Das 50 cidades que estão no fim do ranking de desenvolvimento humano em Minas, Bolsonaro havia perdido em todas em 2018. Neste ano, conseguiu virar em duas delas: em Sericita e Pedra Bonita, ambas na Zona da Mata. Na primeira, obteve 49,63% dos votos neste ano, contra 26,58% de quatro anos atrás. Já na segunda, a votação cresceu de 36,15% para 47,74%. Em Pedra Bonita, o número de famílias no Auxílio Brasil representa 21%da população.
Nos outros 48 municípios, apesar de ter ficado atrás de Lula, o presidente melhorou sua performance em 35. Em média, Bolsonaro elevou sua votação em 16,5% nas 50 localidades com menor IDH de Minas.
Em Santo Antônio do Retiro, no Norte do Estado, por exemplo, o candidato à reeleição passou de 14,19% dos votos em 2018 para 25,25% este ano. Nessa cidade, 27% das famílias são beneficiadas pelo Auxílio Brasil. Em Orizânia, na Zona da Mata, onde o benefício contempla mais de 16,4% das famílias, a votação do presidente cresceu de 29,84% para 39,29% em quatro anos.
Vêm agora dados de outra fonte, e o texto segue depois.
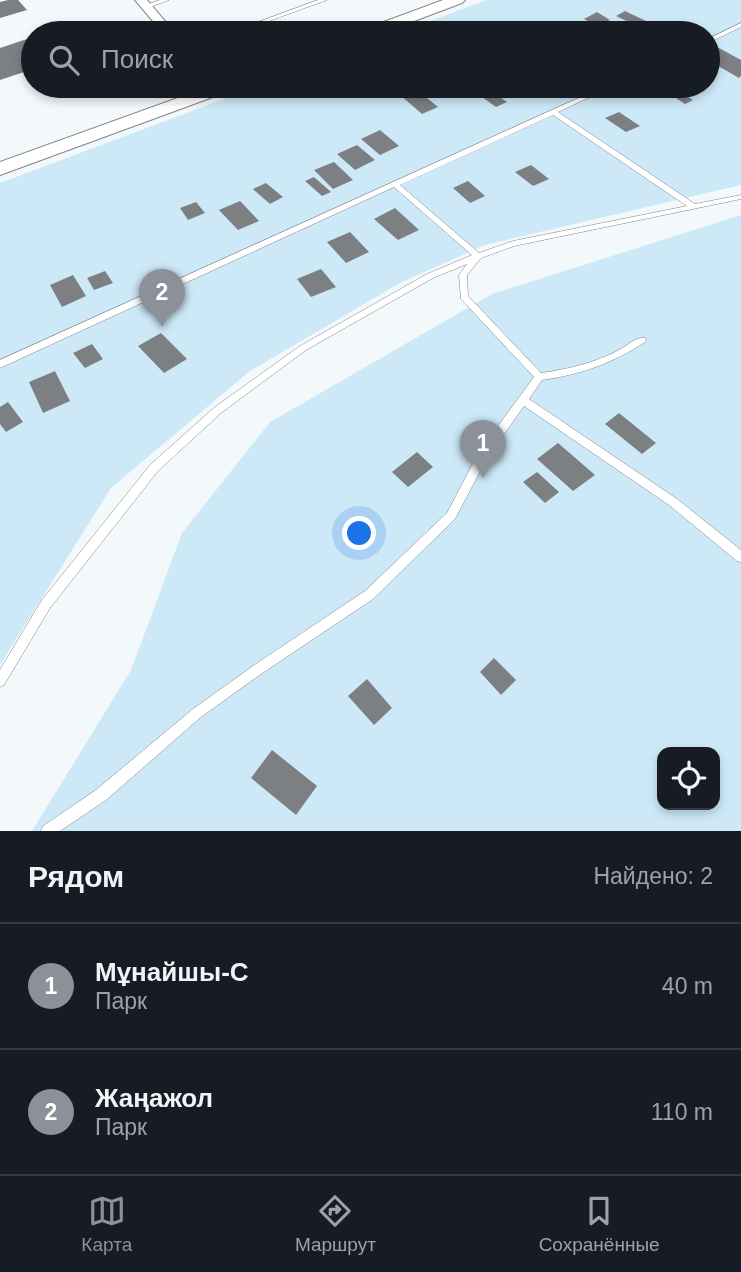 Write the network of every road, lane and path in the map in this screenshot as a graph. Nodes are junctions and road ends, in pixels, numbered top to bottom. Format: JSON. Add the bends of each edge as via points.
{"nodes":[{"id":1,"x":166,"y":0,"type":"edge"},
{"id":2,"x":324,"y":0,"type":"edge"},
{"id":3,"x":457,"y":0,"type":"edge"},
{"id":4,"x":144,"y":3,"type":"edge"},
{"id":5,"x":159,"y":21,"type":"edge"},
{"id":6,"x":265,"y":21,"type":"edge"},
{"id":7,"x":400,"y":21,"type":"edge"},
{"id":8,"x":741,"y":25,"type":"edge"},
{"id":9,"x":720,"y":35,"type":"edge"},
{"id":10,"x":189,"y":98,"type":"edge"},
{"id":11,"x":584,"y":98,"type":"edge"},
{"id":12,"x":553,"y":112,"type":"junction"},
{"id":13,"x":0,"y":169,"type":"edge"},
{"id":14,"x":395,"y":184,"type":"junction"},
{"id":15,"x":741,"y":197,"type":"edge"},
{"id":16,"x":694,"y":207,"type":"junction"},
{"id":17,"x":478,"y":256,"type":"junction"},
{"id":18,"x":642,"y":340,"type":"dead end"},
{"id":19,"x":0,"y":364,"type":"edge"},
{"id":20,"x":539,"y":377,"type":"junction"},
{"id":21,"x":523,"y":400,"type":"junction"},
{"id":22,"x":741,"y":557,"type":"edge"},
{"id":23,"x":0,"y":681,"type":"edge"},
{"id":24,"x":48,"y":831,"type":"edge"}],
"edges":[{"from":1,"to":4,"type":"lane"},
{"from":2,"to":6,"type":"lane"},
{"from":3,"to":7,"type":"street"},
{"from":4,"to":5,"type":"street"},
{"from":8,"to":9,"type":"lane"},
{"from":10,"to":13,"type":"street"},
{"from":11,"to":12,"type":"lane"},
{"from":12,"to":14,"type":"lane"},
{"from":12,"to":16,"type":"lane"},
{"from":14,"to":17,"type":"lane"},
{"from":14,"to":19,"type":"lane"},
{"from":15,"to":16,"type":"lane"},
{"from":16,"to":17,"type":"lane","via":[[513,244]]},
{"from":17,"to":20,"type":"lane","via":[[463,275],[464,297]]},
{"from":17,"to":23,"type":"lane","via":[[430,276],[303,348],[218,410],[154,468],[46,604]]},
{"from":18,"to":20,"type":"lane","via":[[611,360],[580,371]]},
{"from":20,"to":21,"type":"lane"},
{"from":21,"to":22,"type":"lane","via":[[673,502]]},
{"from":21,"to":24,"type":"lane","via":[[483,455],[451,516],[369,595],[217,699],[101,795]]}]}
“O fato de Lula ter ganhado nos municípios de menor IDH não quer dizer que o Auxílio Brasil não rendeu benefícios eleitorais para Bolsonaro. A eleição não é quem ganha mais municípios, é quem ganha mais votos somados. E o Auxílio Brasil aumentou os votos de Bolsonaro nas regiões onde Lula dominava. Isso é constatado no Norte, no Jequitinhonha e no Mucuri, em Minas. Situação também que aconteceu nas regiões Nordeste e Norte do país. São áreas que continuam votando em Lula, pelas políticas públicas que foram implantadas lá pelos governos petistas. E destinar mais dinheiro para essas localidades é uma política de contenção de danos do governo para reduzir a vantagem petista”, analisou Bruno Carazza, mestre em economia e professor da Fundação Dom Cabral.
No país inteiro, em oito de dez cidades em que pelo menos 50% da população recebeu o Auxílio Brasil em setembro, Bolsonaro aumentou seu eleitorado na comparação com 2018. No Nordeste brasileiro, por exemplo, em 85% dos municípios inseridos nessa realidade, o presidente teve mais votação do que há quatro anos, mesmo tendo perdido para Lula (PT).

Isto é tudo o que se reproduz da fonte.